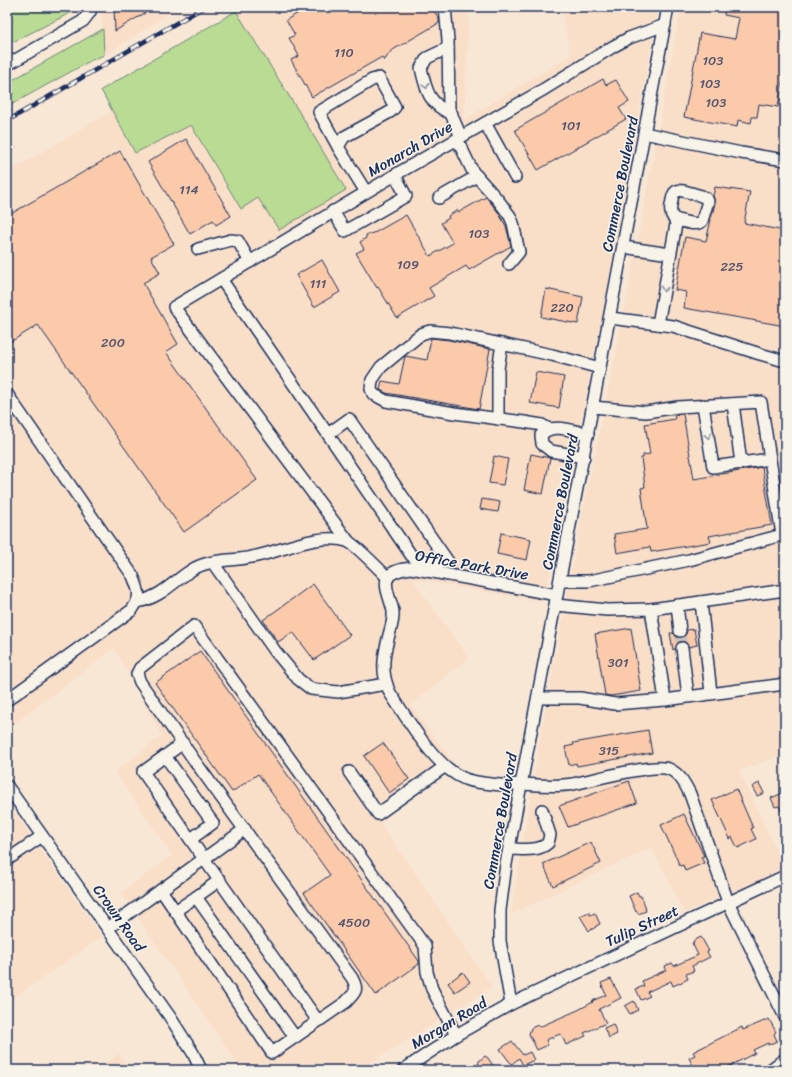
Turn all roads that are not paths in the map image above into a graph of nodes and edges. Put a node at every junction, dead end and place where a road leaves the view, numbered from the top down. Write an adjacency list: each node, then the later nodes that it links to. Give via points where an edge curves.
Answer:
1 (90, 7): 6 (street, via 90,12 83,21)
2 (445, 7): 5 (street)
3 (668, 7): 4 (street, Commerce Boulevard)
4 (665, 25): 8 (street, Monarch Drive, via 614,46); 9 (street, Commerce Boulevard)
5 (448, 48): 7 (street, via 449,109); 7 (street, one-way to 7, via 427,58 421,68 426,90 436,105)
6 (7, 65)
7 (452, 114): 10 (street)
8 (484, 123): 10 (street, Monarch Drive); 15 (street)
9 (644, 133): 12 (street); 20 (street, Commerce Boulevard)
10 (459, 138): 13 (street, Monarch Drive); 14 (street)
11 (338, 146): 11 (street, via 344,137 395,107 379,78 320,112); 16 (street)
12 (785, 160)
13 (395, 175): 16 (street, Monarch Drive); 18 (street, via 406,196 345,231)
14 (477, 176): 17 (street); 24 (street, via 498,200 513,223 519,252)
15 (515, 177)
16 (366, 192): 18 (street, Monarch Drive)
17 (439, 198)
18 (333, 211): 23 (street, Monarch Drive)
19 (675, 219): 22 (street)
20 (623, 247): 22 (street); 26 (street, Commerce Boulevard)
21 (198, 249): 23 (street, via 231,240 238,241)
22 (670, 254): 27 (street, one-way to 27)
23 (250, 262): 25 (street, Monarch Drive)
24 (509, 264)
25 (221, 279): 37 (street); 42 (street, Monarch Drive, via 174,307)
26 (610, 318): 27 (street); 30 (street, Commerce Boulevard)
27 (658, 324): 29 (street, via 673,326)
28 (502, 344): 30 (street); 35 (street, via 498,369); 35 (street, via 430,330 421,334 381,367 371,384 373,394 386,401)
29 (785, 360)
30 (600, 368): 34 (street, Commerce Boulevard)
31 (7, 394): 48 (street, via 133,576 139,590)
32 (733, 404): 33 (street); 40 (street, via 761,402); 41 (street)
33 (703, 405): 34 (street, via 646,412); 41 (street, one-way to 41, via 713,467)
34 (593, 407): 38 (street, Commerce Boulevard)
35 (498, 419): 36 (street, via 542,425)
36 (549, 429): 38 (street); 39 (street, via 541,435 542,444 546,448)
37 (328, 434): 37 (street, via 414,559 449,563 349,419)
38 (588, 434): 39 (street, Commerce Boulevard)
39 (584, 457): 45 (street, Commerce Boulevard)
40 (770, 458): 41 (street); 45 (street, via 782,535 681,562 589,580)
41 (741, 463)
42 (349, 542): 43 (street, via 332,538 294,544 254,557); 44 (street)
43 (213, 563): 48 (street, via 195,568 154,597); 54 (street, via 275,651 298,679 311,689 338,692)
44 (388, 578): 47 (street, Office Park Drive, via 401,569 411,568); 54 (street, via 386,585 393,612 383,665)
45 (560, 581): 47 (street, Commerce Boulevard)
46 (785, 590): 49 (street, Office Park Drive)
47 (557, 600): 51 (street, Office Park Drive, via 607,610); 58 (street, Commerce Boulevard)
48 (138, 602): 59 (street, via 132,610)
49 (702, 602): 50 (street, Office Park Drive); 56 (street)
50 (677, 605): 51 (street, Office Park Drive); 52 (street)
51 (651, 609): 60 (street)
52 (680, 631)
53 (682, 648): 57 (street)
54 (386, 684): 63 (street, via 432,754)
55 (785, 684): 56 (street)
56 (712, 693): 57 (street)
57 (688, 696): 60 (street)
58 (538, 698): 60 (street, via 580,698 614,704); 65 (street, Commerce Boulevard)
59 (7, 700)
60 (665, 700)
61 (183, 743): 62 (street); 68 (street); 84 (street, via 137,674 140,668 194,626 425,946 427,972 432,989)
62 (165, 756): 70 (street, via 143,772); 70 (street, via 213,823)
63 (444, 767): 64 (street, via 378,814); 65 (street, via 465,779 502,785)
64 (349, 772)
65 (521, 784): 71 (street, Commerce Boulevard); 78 (street, via 558,786 634,771 660,767 668,769 682,779 690,794)
66 (7, 786): 69 (street, Crown Road)
67 (542, 810): 71 (street, via 550,835 548,843 542,848)
68 (245, 829): 72 (street); 83 (street, via 357,986 356,992 346,1002)
69 (42, 836): 73 (street); 80 (street, Crown Road)
70 (191, 839): 72 (street)
71 (509, 849): 81 (street, Commerce Boulevard, via 500,910 500,941)
72 (205, 858): 75 (street); 76 (street)
73 (7, 860)
74 (785, 876): 78 (street, Tulip Street)
75 (220, 880): 77 (street); 83 (street)
76 (161, 890): 79 (street); 80 (street)
77 (196, 897): 79 (street); 85 (street)
78 (728, 902): 81 (street, Tulip Street); 82 (street)
79 (175, 911): 85 (street, via 272,1053)
80 (108, 928): 87 (street, Crown Road, via 170,1017)
81 (512, 1004): 84 (street, Morgan Road)
82 (785, 1017)
83 (318, 1021): 85 (street)
84 (456, 1035): 88 (street, Morgan Road)
85 (295, 1037)
86 (785, 1058): 89 (street)
87 (201, 1070)
88 (403, 1070)
89 (770, 1070)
· · · · · · ·
> [Work task]
When a line in the records above holds "Monarch", that line is to be reported.

> [Exercise solution]
4 (665, 25): 8 (street, Monarch Drive, via 614,46); 9 (street, Commerce Boulevard)
8 (484, 123): 10 (street, Monarch Drive); 15 (street)
10 (459, 138): 13 (street, Monarch Drive); 14 (street)
13 (395, 175): 16 (street, Monarch Drive); 18 (street, via 406,196 345,231)
16 (366, 192): 18 (street, Monarch Drive)
18 (333, 211): 23 (street, Monarch Drive)
23 (250, 262): 25 (street, Monarch Drive)
25 (221, 279): 37 (street); 42 (street, Monarch Drive, via 174,307)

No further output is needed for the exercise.